Not that I noticed in particular, though.
Also, good point about the word "operatic." I was repeating a cliché about the movie without really giving it a second thought.
It's a while since I saw the film but I remember it as a wonderful character study and the plot (such as there was one) was of secondary importance. The scene at the end where he dismantles his room and we leave him in its wreckage playing jazz was exceptionally striking. Put it this way, after I'd seen the film I wanted to go away and write a character like that.
My friend Bob Feldman playing sax in that movie, and teaching Gene Hackman how to play.
I saw this when it was new! I like it.
My sister and I watched it in the middle of the night one summer in the late 70s, and she had nightmares for weeks.
I love how Shields and Yarnell are miming in Union Square at the beginning, and when Shields starts miming Hackman, the latter is very uncomfortable, which signals that the eavesdropper does not want to be eavesdropped on.

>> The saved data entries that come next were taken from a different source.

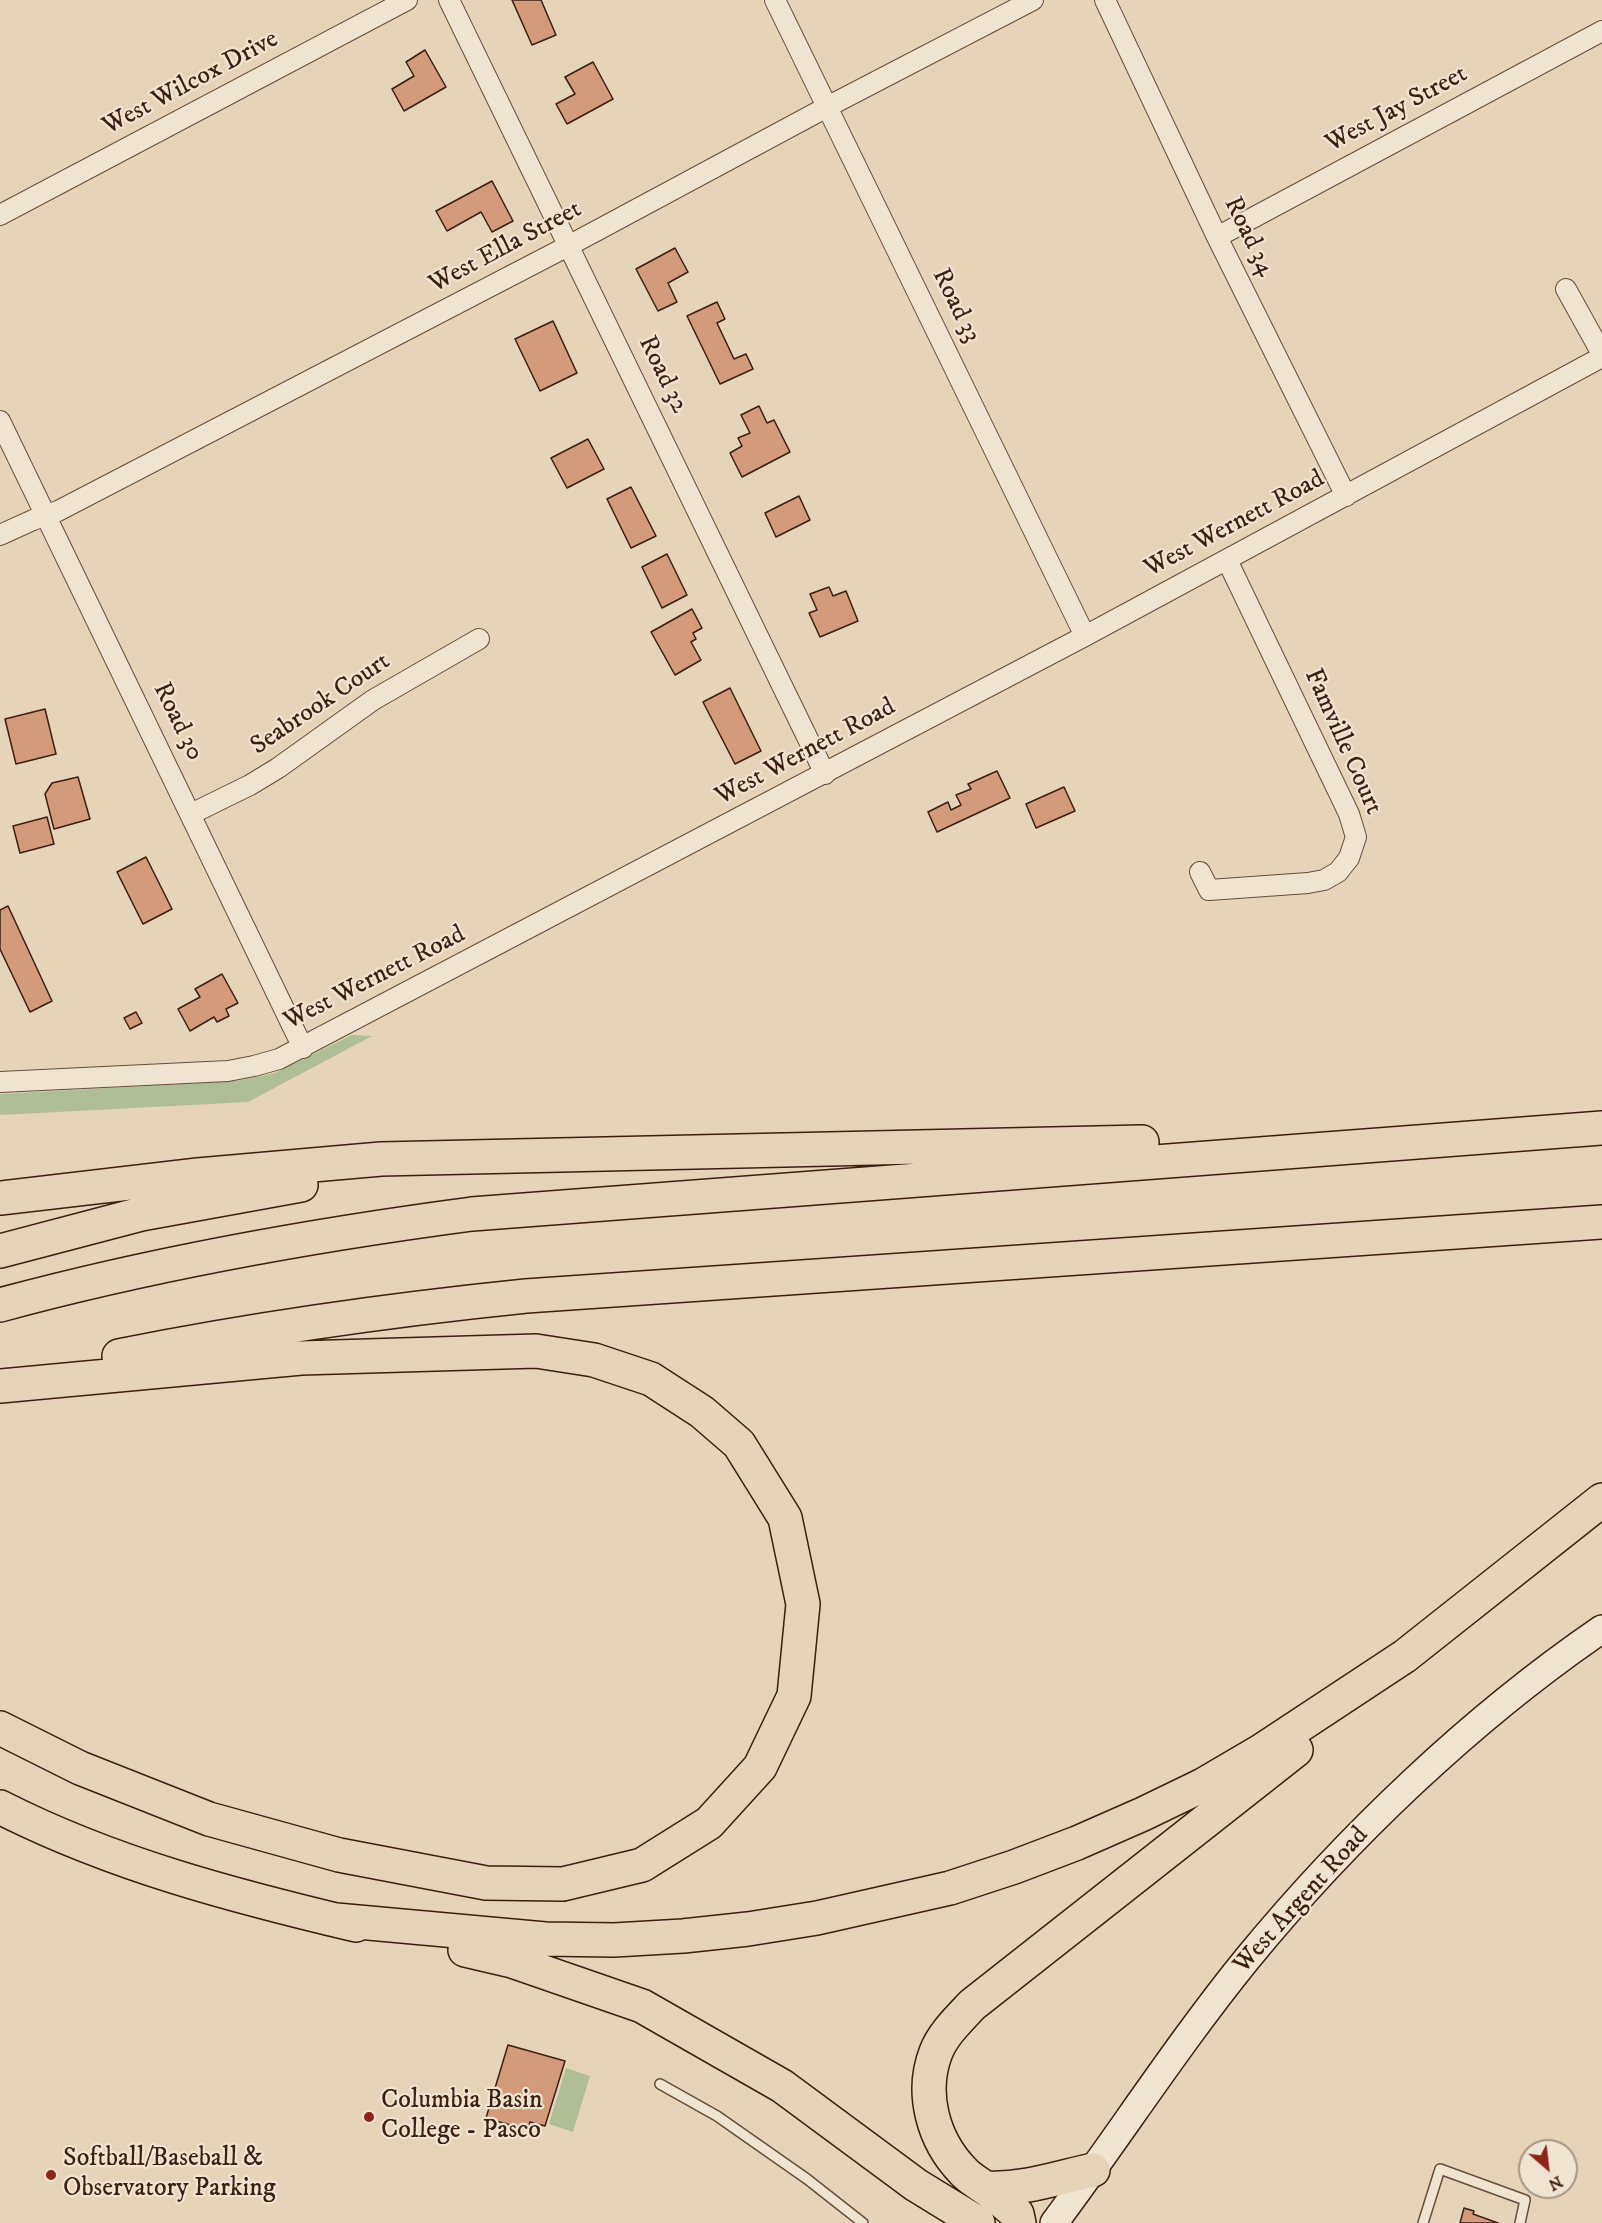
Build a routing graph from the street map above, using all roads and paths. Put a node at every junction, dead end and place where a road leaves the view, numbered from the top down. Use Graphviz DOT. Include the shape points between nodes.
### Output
graph roads {
  1 [pos="407,0"];
  2 [pos="449,0"];
  3 [pos="775,0"];
  4 [pos="1033,0"];
  5 [pos="1105,0"];
  6 [pos="1602,31"];
  7 [pos="827,107"];
  8 [pos="0,215"];
  9 [pos="1217,237"];
  10 [pos="570,246"];
  11 [pos="1566,289"];
  12 [pos="1602,355"];
  13 [pos="0,421"];
  14 [pos="1346,496"];
  15 [pos="47,515"];
  16 [pos="0,535"];
  17 [pos="1227,560"];
  18 [pos="1085,636"];
  19 [pos="479,639"];
  20 [pos="825,774"];
  21 [pos="191,814"];
  22 [pos="1200,872"];
  23 [pos="303,1048"];
  24 [pos="0,1082"];
  25 [pos="1602,1128"];
  26 [pos="1514,1134"];
  27 [pos="462,1156"];
  28 [pos="0,1198"];
  29 [pos="1602,1222"];
  30 [pos="0,1251"];
  31 [pos="0,1305"];
  32 [pos="0,1384"];
  33 [pos="1602,1500"];
  34 [pos="1602,1629"];
  35 [pos="1405,1656"];
  36 [pos="0,1728"];
  37 [pos="0,1807"];
  38 [pos="336,1920"];
  39 [pos="660,2085"];
  40 [pos="1093,2170"];
  41 [pos="916,2185"];
  42 [pos="986,2188"];
  43 [pos="863,2223"];
  44 [pos="936,2223"];
  45 [pos="978,2223"];
  46 [pos="1019,2223"];
  47 [pos="1054,2223"];
  48 [pos="1423,2223"];
  49 [pos="1520,2223"];
  1 -- 8 [label="street, West Wilcox Drive"];
  2 -- 10 [label="street, Road 32"];
  3 -- 7 [label="street, Road 33"];
  4 -- 7 [label="street, West Ella Street"];
  5 -- 9 [label="street, Road 34"];
  6 -- 9 [label="street, West Jay Street"];
  7 -- 10 [label="street, West Ella Street"];
  7 -- 18 [label="street, Road 33"];
  9 -- 14 [label="street, Road 34"];
  10 -- 15 [label="street, West Ella Street"];
  10 -- 20 [label="street, Road 32"];
  11 -- 12 [label="street"];
  12 -- 14 [label="street, West Wernett Road"];
  13 -- 15 [label="street, Road 30"];
  14 -- 17 [label="street, West Wernett Road"];
  15 -- 16 [label="street, West Ella Street"];
  15 -- 21 [label="street, Road 30"];
  17 -- 18 [label="street, West Wernett Road"];
  17 -- 22 [label="street, Famville Court" via="1349,814 1356,837 1349,858 1338,872 1324,880 1209,890"];
  18 -- 20 [label="street, West Wernett Road"];
  19 -- 21 [label="street, Seabrook Court" via="373,700 278,768"];
  20 -- 23 [label="street, West Wernett Road"];
  21 -- 23 [label="street, Road 30"];
  23 -- 24 [label="street, West Wernett Road" via="279,1059 228,1071"];
  25 -- 26 [label="highway"];
  26 -- 27 [label="highway"];
  26 -- 31 [label="highway" via="472,1214 254,1248 146,1269"];
  27 -- 28 [label="highway" via="210,1174"];
  27 -- 30 [label="highway" via="141,1214"];
  29 -- 32 [label="highway" via="526,1296 416,1307 285,1325 101,1360"];
  32 -- 36 [label="highway" via="301,1358 536,1351 594,1360 651,1379 702,1412 739,1444 785,1518 803,1604 794,1696 760,1767 709,1823 642,1865 563,1884 486,1883 339,1855 209,1819 80,1768"];
  33 -- 35 [label="highway"];
  34 -- 40 [label="main road, West Argent Road" via="1453,1747 1317,1880 1223,1990"];
  35 -- 38 [label="highway" via="1203,1785 1077,1843 950,1888 748,1929 614,1940 544,1940"];
  35 -- 42 [label="highway" via="1388,1677 984,1994 947,2033 931,2070 930,2109 952,2158"];
  37 -- 38 [label="highway" via="141,1866 259,1902"];
  38 -- 41 [label="highway" via="512,1961 642,2006 782,2086"];
  39 -- 43 [label="lane" via="717,2115"];
  40 -- 42 [label="highway" via="1024,2187"];
  40 -- 47 [label="main road, West Argent Road"];
  41 -- 44 [label="highway"];
  41 -- 45 [label="highway"];
  42 -- 46 [label="highway" via="1017,2214"];
  48 -- 49 [label="lane" via="1440,2169 1525,2200"];
}
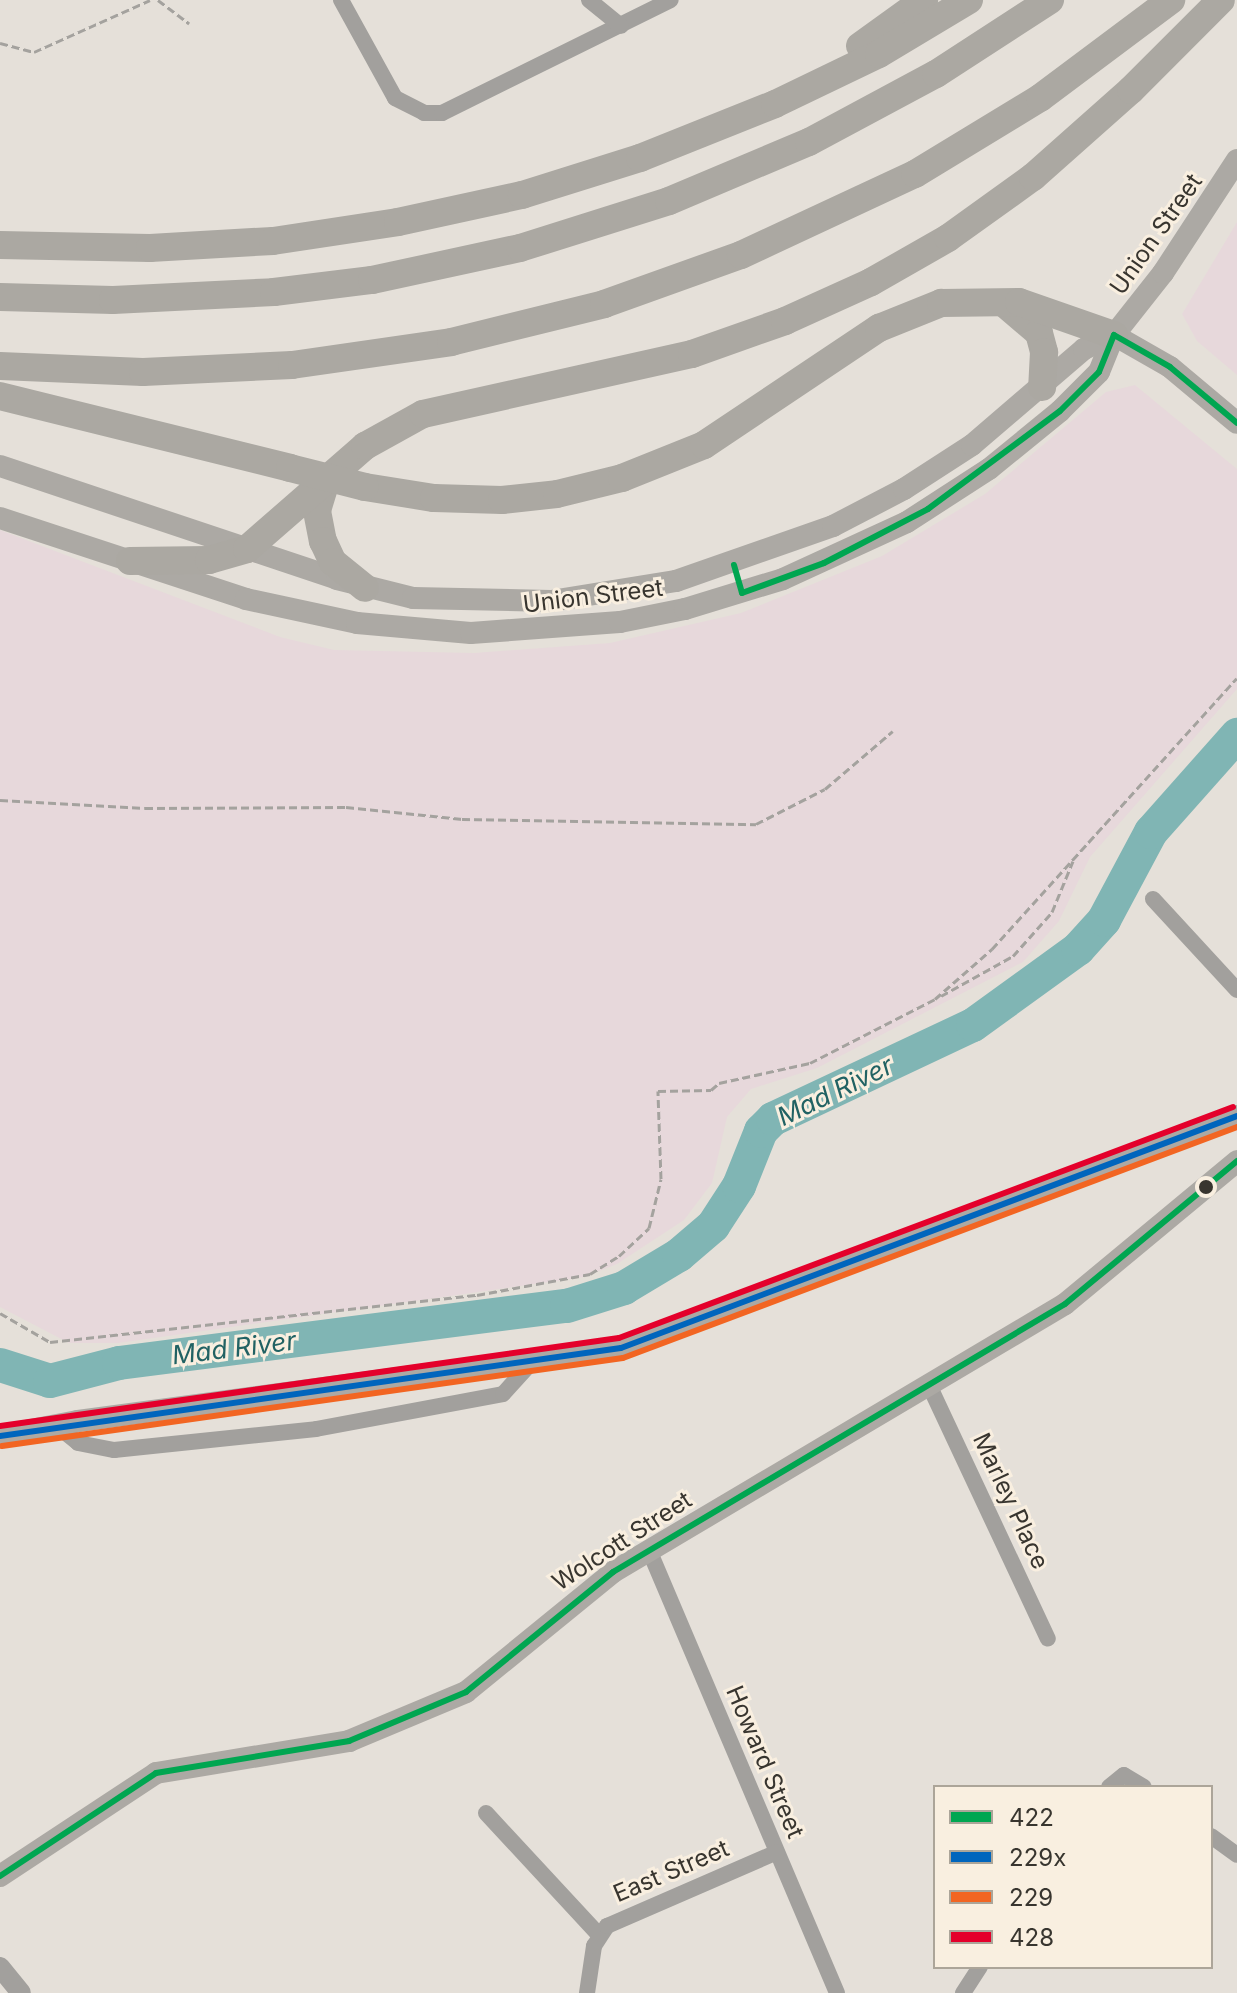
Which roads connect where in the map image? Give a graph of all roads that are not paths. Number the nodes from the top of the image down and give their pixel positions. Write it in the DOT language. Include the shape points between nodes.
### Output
graph roads {
  1 [pos="341,0"];
  2 [pos="589,0"];
  3 [pos="671,0"];
  4 [pos="924,0"];
  5 [pos="969,0"];
  6 [pos="1050,0"];
  7 [pos="1171,0"];
  8 [pos="1221,0"];
  9 [pos="621,26"];
  10 [pos="671,146"];
  11 [pos="1237,160"];
  12 [pos="0,245"];
  13 [pos="0,297"];
  14 [pos="996,299"];
  15 [pos="1114,335"];
  16 [pos="0,366"];
  17 [pos="1042,387"];
  18 [pos="0,396"];
  19 [pos="1237,423"];
  20 [pos="0,466"];
  21 [pos="331,475"];
  22 [pos="0,518"];
  23 [pos="247,549"];
  24 [pos="130,561"];
  25 [pos="734,565"];
  26 [pos="365,588"];
  27 [pos="742,593"];
  28 [pos="1153,899"];
  29 [pos="1237,990"];
  30 [pos="1237,1116"];
  31 [pos="1237,1161"];
  32 [pos="532,1362"];
  33 [pos="929,1385"];
  34 [pos="56,1425"];
  35 [pos="0,1436"];
  36 [pos="649,1550"];
  37 [pos="1048,1639"];
  38 [pos="486,1813"];
  39 [pos="1213,1837"];
  40 [pos="777,1852"];
  41 [pos="1237,1855"];
  42 [pos="0,1876"];
  43 [pos="599,1935"];
  44 [pos="0,1967"];
  45 [pos="979,1969"];
  46 [pos="21,1993"];
  47 [pos="587,1993"];
  48 [pos="837,1993"];
  49 [pos="963,1993"];
  1 -- 9 [label="street" via="395,98 424,113 460,107"];
  2 -- 9 [label="street"];
  3 -- 9 [label="street"];
  4 -- 10 [label="highway" via="838,59 708,121"];
  5 -- 10 [label="highway" via="859,65"];
  6 -- 13 [label="highway" via="936,74 809,142 669,201 520,248 416,272 274,292 113,300"];
  7 -- 16 [label="highway" via="1040,98 915,174 741,255 604,304 451,342 292,365 143,372"];
  8 -- 21 [label="highway" via="1055,159 974,221 896,269 785,321 692,354 423,414 365,446"];
  10 -- 12 [label="highway" via="499,201 310,237 150,248"];
  11 -- 15 [label="main road, Union Street" via="1163,273"];
  14 -- 15 [label="highway" via="1054,311"];
  14 -- 17 [label="highway" via="1026,317 1039,333"];
  14 -- 18 [label="highway, bridge" via="951,301 903,315 730,430 622,478 557,494 502,500 434,498 365,487"];
  15 -- 17 [label="main road, Union Street" via="1084,349"];
  15 -- 19 [label="main road" via="1170,367"];
  15 -- 27 [label="main road, Union Street" via="1105,365 1086,386 968,484 852,550"];
  17 -- 25 [label="main road, Union Street" via="963,451 904,489 833,526"];
  20 -- 23 [label="main road, Union Street"];
  21 -- 23 [label="highway"];
  21 -- 26 [label="highway" via="319,498 320,531 333,562"];
  22 -- 24 [label="main road, Union Street"];
  23 -- 24 [label="highway" via="209,560"];
  23 -- 26 [label="main road, Union Street"];
  24 -- 27 [label="main road, Union Street" via="304,613 430,631 598,625"];
  25 -- 26 [label="main road, Union Street" via="630,591 529,602 435,601"];
  25 -- 27 [label="main road"];
  28 -- 29 [label="street"];
  30 -- 32 [label="main road" via="649,1339"];
  31 -- 33 [label="main road, Wolcott Street" via="1081,1292"];
  32 -- 34 [label="main road"];
  32 -- 34 [label="street" via="503,1394 330,1428 114,1450 78,1443"];
  33 -- 36 [label="main road, Wolcott Street"];
  33 -- 37 [label="street, Marley Place"];
  34 -- 35 [label="main road"];
  36 -- 40 [label="street, Howard Street"];
  36 -- 42 [label="main road, Wolcott Street" via="589,1588 490,1676 448,1701 349,1741 156,1773"];
  38 -- 43 [label="street"];
  39 -- 41 [label="street"];
  40 -- 43 [label="street, East Street" via="617,1921"];
  40 -- 48 [label="street, Howard Street"];
  43 -- 47 [label="street, East Street"];
  44 -- 46 [label="street"];
  45 -- 49 [label="street"];
}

The shift in emphasis in the sentence is not a problem to me at all, but one of the most striking things about the movie. Hackman interprets the sentence one way because he wants to interpret it that way (because he has a thing for the woman he was eavesdropping on), and then when he cleans up the sound he hears that the emphasis is different, which means that a different person was in danger.
I like the drifting quality of the movie, but then I love Jarmusch, the king of the drifting movie. At the same time, the interlocking perfection of Hitchcock is also wonderful.